Activity, rest, and breast-feedingStriking a balance between exercise and rest will help you feel your
best while
breast-feeding. Try to plan a schedule that
incorporates both into your routine. Exercise helps promote weight loss, improves your energy level, and
can help you relieve stress. Keep the following in mind as you start an
exercise program while you are breast-feeding: - Start out slowly. Walking, swimming, and cycling
are all good low-impact ways to begin an exercise program. Gradually build up
your time and intensity.
- Wear a supportive bra. Not all sports bras
offer enough support, so try on a bra before you buy it.
- Consume
more calories when needed. Generally, you should stick with a diet of at least
1,800 calories per day. Typically, you will gradually lose about
1 lb (0.5 kg) to
2 lb (0.9 kg) per week. Extreme
weight-loss diets should be avoided while breast-feeding.
- Drink
plenty of water during and after exercise to avoid dehydration.

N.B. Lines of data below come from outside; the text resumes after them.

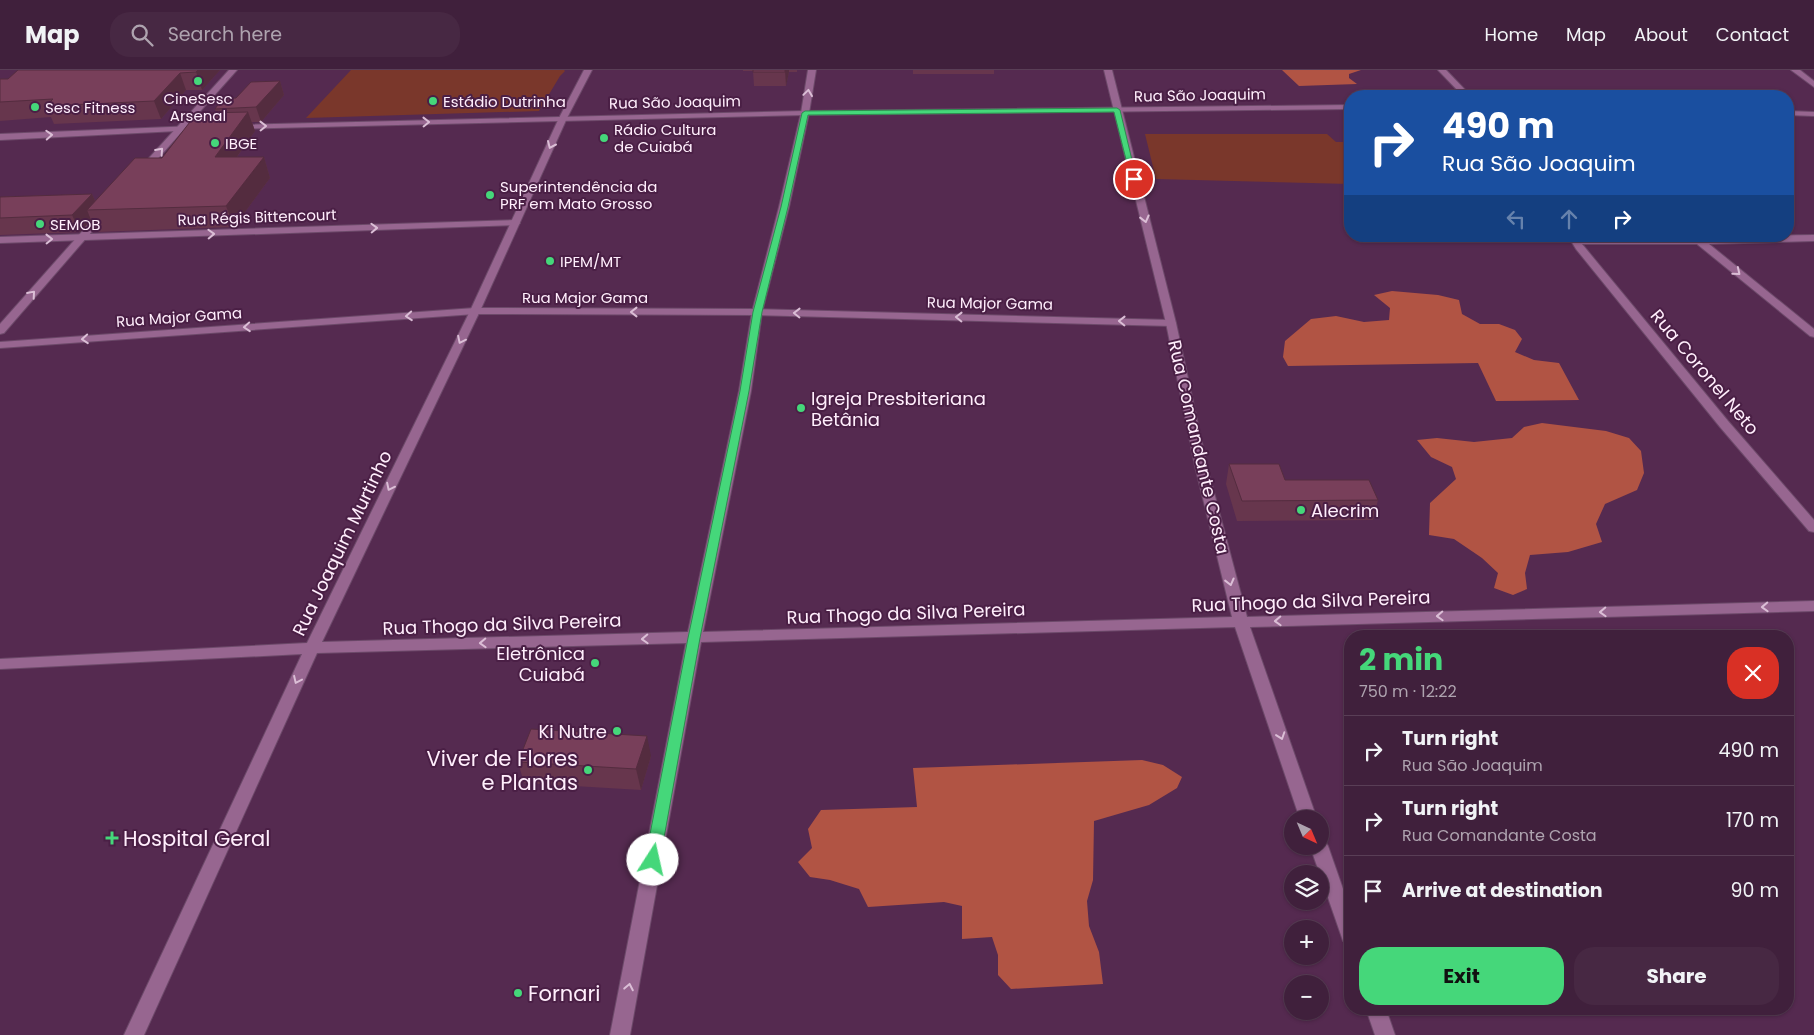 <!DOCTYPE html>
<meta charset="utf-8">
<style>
body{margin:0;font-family:Poppins,sans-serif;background:#472843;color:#f1f3f6;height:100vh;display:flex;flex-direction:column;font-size:19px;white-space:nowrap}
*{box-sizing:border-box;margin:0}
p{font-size:16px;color:#aea3af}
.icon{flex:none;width:28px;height:28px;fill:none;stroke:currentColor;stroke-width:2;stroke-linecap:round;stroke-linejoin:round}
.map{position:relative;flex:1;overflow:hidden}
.details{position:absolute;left:1344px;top:560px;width:450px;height:385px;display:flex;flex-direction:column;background:#40203c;border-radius:20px;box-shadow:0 1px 4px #0004,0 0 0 1px #593e56}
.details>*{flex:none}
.guide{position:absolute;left:1344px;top:20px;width:450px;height:152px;border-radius:20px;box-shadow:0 1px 4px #0004,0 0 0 1px #593e56;background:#1a4fa0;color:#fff;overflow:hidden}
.needle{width:32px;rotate:136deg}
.fabs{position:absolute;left:1284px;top:740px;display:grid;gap:10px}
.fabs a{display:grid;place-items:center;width:45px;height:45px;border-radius:50%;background:#40203c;box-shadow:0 1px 4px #0004,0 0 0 1px #593e56;font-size:25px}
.pin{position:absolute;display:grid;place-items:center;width:42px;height:42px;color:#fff;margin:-21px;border:2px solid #fff;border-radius:50%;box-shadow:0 1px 5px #0007}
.me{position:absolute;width:55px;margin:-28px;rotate:10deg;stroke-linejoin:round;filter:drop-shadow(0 0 4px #0008)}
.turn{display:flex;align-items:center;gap:18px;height:105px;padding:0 15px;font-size:22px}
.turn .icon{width:65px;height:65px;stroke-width:2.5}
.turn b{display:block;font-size:35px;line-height:42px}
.lanes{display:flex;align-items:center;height:48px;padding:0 15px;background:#0003;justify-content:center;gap:25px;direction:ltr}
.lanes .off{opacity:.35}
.round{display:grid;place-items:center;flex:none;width:52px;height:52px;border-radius:20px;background:#472843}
.headline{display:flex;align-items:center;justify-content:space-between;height:85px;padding:0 15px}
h1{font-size:30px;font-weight:700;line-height:38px;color:#45d77a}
.button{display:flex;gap:10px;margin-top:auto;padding:10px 15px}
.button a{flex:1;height:58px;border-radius:20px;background:#45d77a;color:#111;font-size:20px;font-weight:700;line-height:58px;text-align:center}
.button a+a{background:#472843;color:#f1f3f6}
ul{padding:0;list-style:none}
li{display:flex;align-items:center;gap:15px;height:70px;padding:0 15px;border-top:1px solid #593e56}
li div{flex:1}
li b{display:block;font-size:19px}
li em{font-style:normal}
header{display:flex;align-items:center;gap:30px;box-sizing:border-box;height:70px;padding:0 25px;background:#40203c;border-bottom:1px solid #593e56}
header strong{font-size:24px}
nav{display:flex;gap:28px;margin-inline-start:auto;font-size:18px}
.search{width:350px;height:45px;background:#472843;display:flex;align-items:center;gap:12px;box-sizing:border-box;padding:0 18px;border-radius:20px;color:#aea3af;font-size:19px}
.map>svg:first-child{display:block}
</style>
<header>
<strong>Map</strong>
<div class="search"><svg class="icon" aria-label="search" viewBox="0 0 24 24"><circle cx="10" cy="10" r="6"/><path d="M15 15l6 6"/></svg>Search here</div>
<nav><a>Home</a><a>Map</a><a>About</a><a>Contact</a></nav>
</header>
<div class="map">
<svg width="1814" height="965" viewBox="0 0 1814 965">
<rect width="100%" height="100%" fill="#552a50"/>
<g fill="#7a372b">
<path d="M351,0H564L565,1L560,6L539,41L306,48Z"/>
<path d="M1327,64L1336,72H1350V114L1156,109L1145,64Z"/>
</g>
<g fill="#b15444">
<path d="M1282,0H1361L1349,4V8L1357,14L1299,16Z"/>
<path d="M1392,221L1438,225L1459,230L1462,244L1480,254H1499L1515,260L1522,269L1515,282L1534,290L1559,293L1579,330L1496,331L1478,293L1288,296L1283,287L1285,271L1311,249L1336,246L1364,252L1389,250L1390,238L1374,225Z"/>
<path d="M1542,353L1606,361L1629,368L1641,381L1644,403L1637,420L1605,434L1596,454L1602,472L1568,482L1530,485L1525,503L1527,519L1513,525L1494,518L1498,503L1482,488L1454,469L1429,465L1430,433L1456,409L1452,397L1431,387L1417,370L1437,368L1474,372L1512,368L1524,357Z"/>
<path d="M1142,690L1163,695L1182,707L1177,718L1149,735L1094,751L1093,810L1087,831L1089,856L1099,882L1103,914L1011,919L998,905V885L992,867L962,869V836L944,832L868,837L859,819L830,810L810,807L798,792L812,778L808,759L821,740L917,737L913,698Z"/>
</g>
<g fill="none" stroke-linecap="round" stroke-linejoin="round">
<g stroke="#6c4969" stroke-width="2">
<g id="minor">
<path d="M1438,0H1446L1471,26H1463Z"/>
<path d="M1791,0H1800L1814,11V17Z"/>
<path d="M1350,35V39L805,45L235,59L231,57L235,55L805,41Z"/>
<path d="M1788,41L1814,42V46L1788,45Z"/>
<path d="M194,56L198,58L197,60L0,70V64Z"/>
<path d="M515,150L520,153L518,155L0,173V167Z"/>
<path d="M1814,165V171L1709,174L1814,259V267L1810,266L1697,174H1582L1728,351L1814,450V462L1809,461L1720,357L1576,179L1568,166H1578L1579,168Z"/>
<path d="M475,238L757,239L1171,250L1176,253L1171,256L757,245L475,244L0,278V272Z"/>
</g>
</g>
<g stroke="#6c4969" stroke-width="2">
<g id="tertiary">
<path d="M229,0H237L145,103H139V99Z"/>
<path d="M584,0H592L567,48L480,241L322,572L688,562L739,321L752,242L779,137L801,43L808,0H816L809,43L789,137L762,242L751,321L703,562L1232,547L1195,396L1166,253L1104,0H1112L1176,253L1207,396L1247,547L1814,531V541L1250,557L1317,749H1300L1235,557L701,572L630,965H610L686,573L317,583L144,965H124L302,584L0,599V589L307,573L470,241L559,48Z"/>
<path d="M105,138L108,139V143L4,263L0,264V254L102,139Z"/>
<path d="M1320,769L1325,771L1328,776L1350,839V873L1343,871L1341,865L1310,776H1320Z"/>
<path d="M1366,939H1386L1395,965H1375Z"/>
</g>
</g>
<use href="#minor" fill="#976690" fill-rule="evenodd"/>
<use href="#tertiary" fill="#976690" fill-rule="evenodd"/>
</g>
<g fill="#67364d">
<path d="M18,0H220L202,20H186L161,49L54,54L51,47L0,51V9H8Z"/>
<path d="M743,0H797V2H789L786,16H754L753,1H743Z"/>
<rect x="913" y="0" width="81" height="4"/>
<path d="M280,11L284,25L261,52H252L255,61L237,87H264L270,108L234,157L96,162L91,150L80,162L0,165V127L92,124L95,131L162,88L202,48L216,43L215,39L236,28Z"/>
<path d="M1229,394L1285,410L1378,430L1373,450L1237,451L1226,414Z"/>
<path d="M651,686L641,720L524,713L518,692Z"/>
</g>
<g fill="#542c3f">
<path d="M198,0H220L202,20L196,2Z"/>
<path d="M785,0H789V2L786,16Z"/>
<path d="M180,3L186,20L161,49L154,31Z"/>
<path d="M280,11L284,25L261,52L256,37Z"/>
<path d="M248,42L255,61L222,108L215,87Z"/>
<path d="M264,87L270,108L234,157L226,136Z"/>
<path d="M92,124L99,140H87L91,150L80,162L72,145Z"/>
<path d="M647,666L651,686L641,720L636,699Z"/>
</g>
<g fill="#783f5a" stroke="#542c3f">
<path d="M18,0H198L196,2L180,3L154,31L46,36L53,29L0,32V9H8Z"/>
<rect x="753" y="0" width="32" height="2"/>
<path d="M280,11L256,37L215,39L222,29L236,28L251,12Z"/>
<path d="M248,42L215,87H264L226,136L87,140L135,88H162L193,48H202L206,43Z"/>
<path d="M92,124L72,145L0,148V127Z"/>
<path d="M1229,394H1279L1285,410H1369L1378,430L1242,431Z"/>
<path d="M531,659L647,666L636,699L518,692Z"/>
</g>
<defs><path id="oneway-chevron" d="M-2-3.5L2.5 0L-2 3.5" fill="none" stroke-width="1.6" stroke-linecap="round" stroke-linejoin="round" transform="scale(1.25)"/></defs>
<g stroke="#dbbed6">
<use href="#oneway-chevron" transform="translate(808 23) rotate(-82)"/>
<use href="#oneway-chevron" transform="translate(426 52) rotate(-1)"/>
<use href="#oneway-chevron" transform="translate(263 56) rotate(-1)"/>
<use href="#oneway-chevron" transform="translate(49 65) rotate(-3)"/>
<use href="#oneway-chevron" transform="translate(551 75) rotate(114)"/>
<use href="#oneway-chevron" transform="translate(160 81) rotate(-48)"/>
<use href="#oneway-chevron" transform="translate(1145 149) rotate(76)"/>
<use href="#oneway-chevron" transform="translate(374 158) rotate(-2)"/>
<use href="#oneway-chevron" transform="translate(211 164) rotate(-2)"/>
<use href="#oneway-chevron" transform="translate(49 169) rotate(-1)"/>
<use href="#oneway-chevron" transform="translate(1737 202) rotate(39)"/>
<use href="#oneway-chevron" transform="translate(32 224) rotate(-49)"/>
<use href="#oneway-chevron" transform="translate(634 242) rotate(-180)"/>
<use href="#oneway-chevron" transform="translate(797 243) rotate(-179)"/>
<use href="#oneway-chevron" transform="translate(409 246) rotate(176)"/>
<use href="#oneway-chevron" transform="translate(959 247) rotate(-179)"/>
<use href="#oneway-chevron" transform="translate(1122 251) rotate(-179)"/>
<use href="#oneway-chevron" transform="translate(247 257) rotate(176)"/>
<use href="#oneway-chevron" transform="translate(85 269) rotate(176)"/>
<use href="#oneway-chevron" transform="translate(461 270) rotate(116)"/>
<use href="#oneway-chevron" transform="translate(390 417) rotate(116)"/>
<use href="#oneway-chevron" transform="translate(1230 512) rotate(76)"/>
<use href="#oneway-chevron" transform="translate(1765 537) rotate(178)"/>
<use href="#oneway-chevron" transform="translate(1603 542) rotate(178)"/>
<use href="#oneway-chevron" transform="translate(1440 546) rotate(178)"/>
<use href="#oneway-chevron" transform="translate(1278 551) rotate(178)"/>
<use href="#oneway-chevron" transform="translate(645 569) rotate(178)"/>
<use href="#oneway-chevron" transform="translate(483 573) rotate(178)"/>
<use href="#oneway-chevron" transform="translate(297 610) rotate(115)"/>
<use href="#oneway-chevron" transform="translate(1281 666) rotate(71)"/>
<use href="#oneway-chevron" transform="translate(629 917) rotate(-79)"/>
</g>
<path fill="#45d77a" stroke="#2d8c4f" d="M1117,38L1120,40L1137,111L1131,109L1114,42L808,45L788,137L762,242L749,321L700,568L660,790L658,795L653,796L648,795L645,790L688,568L740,321L753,242L781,137L802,43L805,41Z"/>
<g fill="#45d77a" stroke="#4a1f45" stroke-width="2">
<circle cx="198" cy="11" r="5"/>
<circle cx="433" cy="31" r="5"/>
<circle cx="35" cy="37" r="5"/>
<circle cx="604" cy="68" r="5"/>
<circle cx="215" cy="73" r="5"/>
<circle cx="490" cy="125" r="5"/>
<circle cx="40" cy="154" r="5"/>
<circle cx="550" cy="191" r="5"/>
<circle cx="801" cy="338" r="5"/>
<circle cx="1301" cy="440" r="5"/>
<circle cx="595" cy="593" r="5"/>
<circle cx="617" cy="661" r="5"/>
<circle cx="588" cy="700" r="5"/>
<path d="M109.5 760.5h5v5h5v5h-5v5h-5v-5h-5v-5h5z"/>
<circle cx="518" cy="923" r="5"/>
</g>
<g text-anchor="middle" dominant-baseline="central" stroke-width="4" stroke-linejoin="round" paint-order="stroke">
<g font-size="15" fill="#ffeefc" stroke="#4a1f45">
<text transform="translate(1200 25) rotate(-1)">Rua São Joaquim</text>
<text transform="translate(675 32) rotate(-1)">Rua São Joaquim</text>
<text transform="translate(257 147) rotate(-2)">Rua Régis Bittencourt</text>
<text x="585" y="227">Rua Major Gama</text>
<text transform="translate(990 233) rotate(1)">Rua Major Gama</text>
<text transform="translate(179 247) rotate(-4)">Rua Major Gama</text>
</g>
<g font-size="15" fill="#ffeefc" stroke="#4a1f45" text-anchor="start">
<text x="198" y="28" text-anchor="middle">CineSesc<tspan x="198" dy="17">Arsenal</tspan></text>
<text x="443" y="31">Estádio Dutrinha</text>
<text x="45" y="37">Sesc Fitness</text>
<text x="614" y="59">Rádio Cultura<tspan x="614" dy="17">de Cuiabá</tspan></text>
<text x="225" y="73">IBGE</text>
<text x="500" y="116">Superintendência da<tspan x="500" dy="17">PRF em Mato Grosso</tspan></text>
<text x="50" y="154">SEMOB</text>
<text x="560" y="191">IPEM/MT</text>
</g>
<g font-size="18" fill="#ffeefc" stroke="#4a1f45">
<text transform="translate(1705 302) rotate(50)">Rua Coronel Neto</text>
<text transform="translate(1199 377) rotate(77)">Rua Comandante Costa</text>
<text transform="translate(342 473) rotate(-64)">Rua Joaquim Murtinho</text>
<text transform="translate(1311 531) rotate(-2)">Rua Thogo da Silva Pereira</text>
<text transform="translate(906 543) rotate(-2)">Rua Thogo da Silva Pereira</text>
<text transform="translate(502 554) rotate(-2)">Rua Thogo da Silva Pereira</text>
</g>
<g font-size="18" fill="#ffeefc" stroke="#4a1f45" text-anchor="start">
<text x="811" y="328">Igreja Presbiteriana<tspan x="811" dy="21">Betânia</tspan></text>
<text x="1311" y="440">Alecrim</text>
<text x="585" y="583" text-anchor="end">Eletrônica<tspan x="585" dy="21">Cuiabá</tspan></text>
<text x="607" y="661" text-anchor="end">Ki Nutre</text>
</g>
<g font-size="21" fill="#ffeefc" stroke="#4a1f45" text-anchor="start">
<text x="578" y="688" text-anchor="end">Viver de Flores<tspan x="578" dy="24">e Plantas</tspan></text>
<text x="123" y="768">Hospital Geral</text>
<text x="528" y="923">Fornari</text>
</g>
</g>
</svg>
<div class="fabs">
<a><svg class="needle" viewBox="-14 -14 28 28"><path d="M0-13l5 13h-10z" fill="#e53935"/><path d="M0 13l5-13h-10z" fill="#aea3af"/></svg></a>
<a><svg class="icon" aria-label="layers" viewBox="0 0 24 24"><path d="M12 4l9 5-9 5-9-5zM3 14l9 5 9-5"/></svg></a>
<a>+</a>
<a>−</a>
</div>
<div class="pin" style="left:1134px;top:109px;background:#d93025"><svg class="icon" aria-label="arrive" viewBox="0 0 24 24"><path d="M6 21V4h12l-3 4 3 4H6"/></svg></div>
<svg class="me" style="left:653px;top:790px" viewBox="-20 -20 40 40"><circle r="19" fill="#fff"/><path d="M0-13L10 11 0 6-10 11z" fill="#45d77a"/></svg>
<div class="guide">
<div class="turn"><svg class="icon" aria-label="right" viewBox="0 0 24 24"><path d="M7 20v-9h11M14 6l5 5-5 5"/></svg><div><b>490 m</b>Rua São Joaquim</div></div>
<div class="lanes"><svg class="icon off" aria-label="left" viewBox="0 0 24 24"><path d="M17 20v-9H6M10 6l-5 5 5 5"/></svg><svg class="icon off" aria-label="ahead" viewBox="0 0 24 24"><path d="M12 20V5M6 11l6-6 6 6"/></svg><svg class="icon" aria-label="right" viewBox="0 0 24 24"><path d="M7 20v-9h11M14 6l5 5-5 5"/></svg></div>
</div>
<section class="details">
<div class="headline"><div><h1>2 min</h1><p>750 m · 12:22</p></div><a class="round" style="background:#d93025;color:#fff"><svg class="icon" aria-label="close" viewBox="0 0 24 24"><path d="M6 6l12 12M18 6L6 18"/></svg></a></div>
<ul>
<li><svg class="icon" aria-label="right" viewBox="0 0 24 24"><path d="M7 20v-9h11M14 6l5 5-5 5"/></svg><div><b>Turn right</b><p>Rua São Joaquim</p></div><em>490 m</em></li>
<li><svg class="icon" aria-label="right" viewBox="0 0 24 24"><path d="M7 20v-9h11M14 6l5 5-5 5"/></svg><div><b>Turn right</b><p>Rua Comandante Costa</p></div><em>170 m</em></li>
<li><svg class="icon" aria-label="arrive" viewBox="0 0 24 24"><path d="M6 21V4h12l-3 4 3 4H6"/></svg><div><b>Arrive at destination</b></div><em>90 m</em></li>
</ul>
<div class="button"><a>Exit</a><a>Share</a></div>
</section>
</div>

Rest is also important for breast-feeding women to maintain their
energy and milk production. You likely will not have a normal schedule when you
first start to breast-feed. However, you can take naps and find time to rest
for short periods throughout the day, such as when your baby sleeps. It is very
important to ask for help when you need it. Ideally, plan ahead for certain
periods that a friend, relative, or babysitter can come in to help with your
chores and child care so you can exercise or rest.